Task requirements: Please return all lines of the data below containing the string "Adebisi".

*** Material provided Section Begins ***

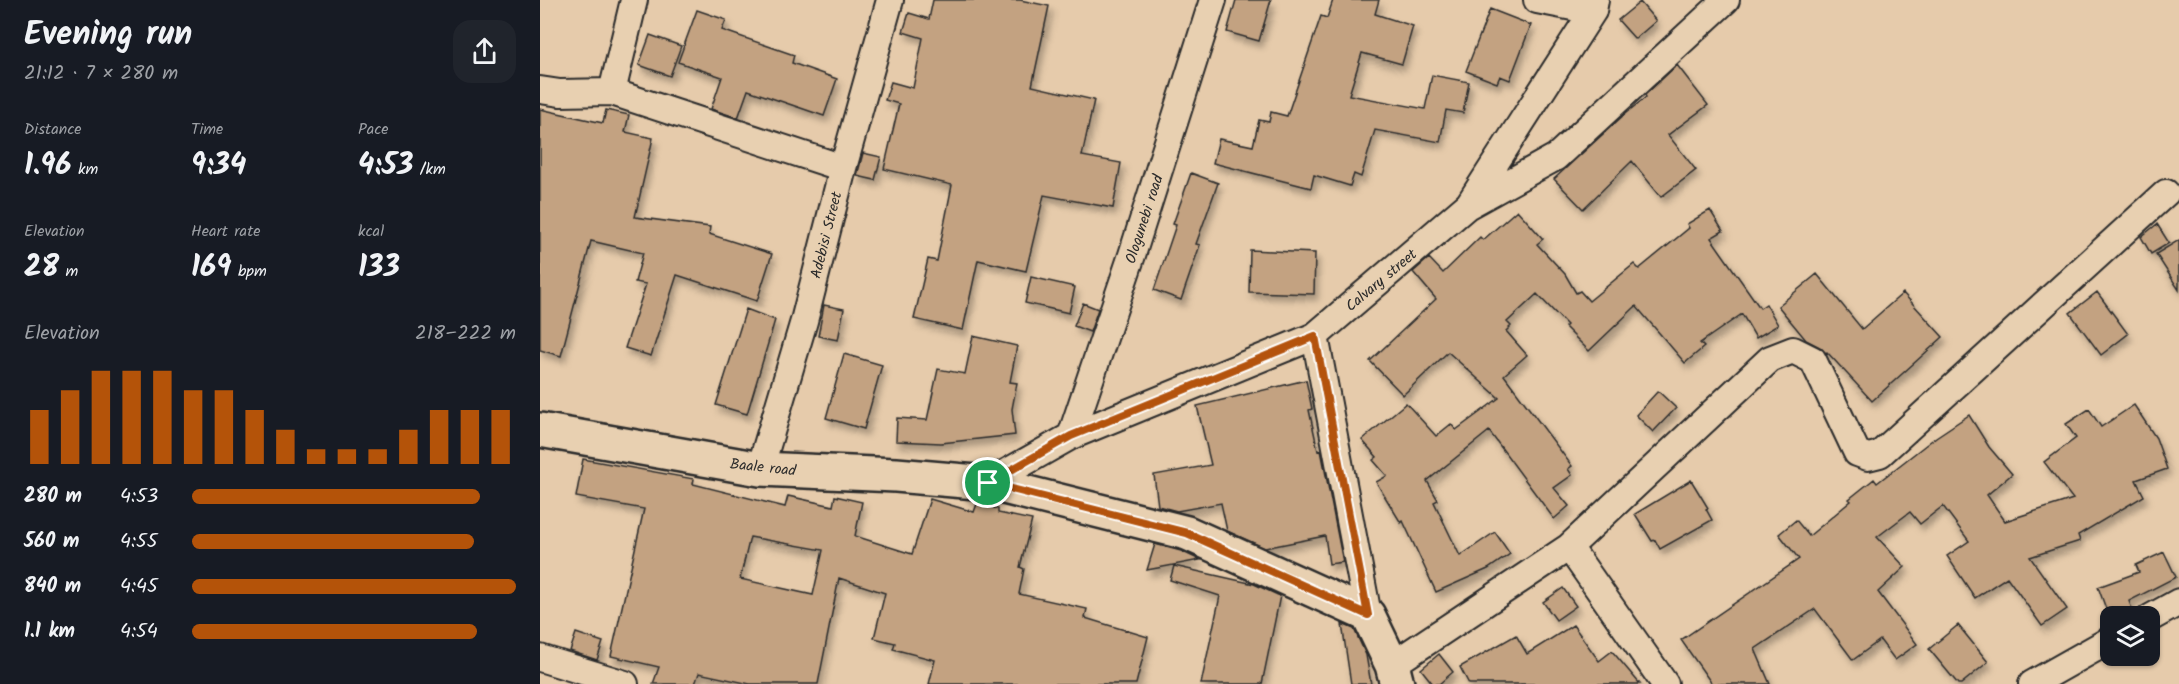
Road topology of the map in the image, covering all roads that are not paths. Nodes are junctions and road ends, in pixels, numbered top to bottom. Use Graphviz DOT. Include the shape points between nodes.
graph roads {
  1 [pos="634,0"];
  2 [pos="890,0"];
  3 [pos="1213,0"];
  4 [pos="1537,0"];
  5 [pos="1726,0"];
  6 [pos="1594,5"];
  7 [pos="540,90"];
  8 [pos="612,92"];
  9 [pos="843,168"];
  10 [pos="2166,193"];
  11 [pos="1467,206"];
  12 [pos="1315,336"];
  13 [pos="540,430"];
  14 [pos="1071,436"];
  15 [pos="760,469"];
  16 [pos="988,483"];
  17 [pos="1569,546"];
  18 [pos="2179,602"];
  19 [pos="2160,612"];
  20 [pos="1368,615"];
  21 [pos="2100,646"];
  22 [pos="540,658"];
  23 [pos="1395,674"];
  24 [pos="625,684"];
  25 [pos="1665,684"];
  26 [pos="2033,684"];
  1 -- 8 [label="street"];
  2 -- 9 [label="street, Adebisi Street"];
  3 -- 14 [label="street, Ologunebi road"];
  4 -- 6 [label="street"];
  5 -- 11 [label="street, Calvary street" via="1556,157"];
  6 -- 11 [label="street"];
  7 -- 8 [label="street"];
  8 -- 9 [label="street"];
  9 -- 15 [label="street, Adebisi Street" via="804,321"];
  10 -- 17 [label="street" via="1880,454 1868,457 1857,453 1813,360 1793,350 1770,359"];
  11 -- 12 [label="street, Calvary street"];
  12 -- 14 [label="street, Calvary street"];
  12 -- 20 [label="street"];
  13 -- 15 [label="street, Baale road"];
  14 -- 16 [label="street, Calvary street"];
  15 -- 16 [label="street, Baale road"];
  16 -- 20 [label="street, Baale road" via="1187,533"];
  17 -- 23 [label="street"];
  17 -- 25 [label="street"];
  18 -- 19 [label="street"];
  20 -- 23 [label="street"];
  21 -- 26 [label="street"];
  22 -- 24 [label="street"];
}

*** Material provided Section Ends ***

Output below:
  2 -- 9 [label="street, Adebisi Street"];
  9 -- 15 [label="street, Adebisi Street" via="804,321"];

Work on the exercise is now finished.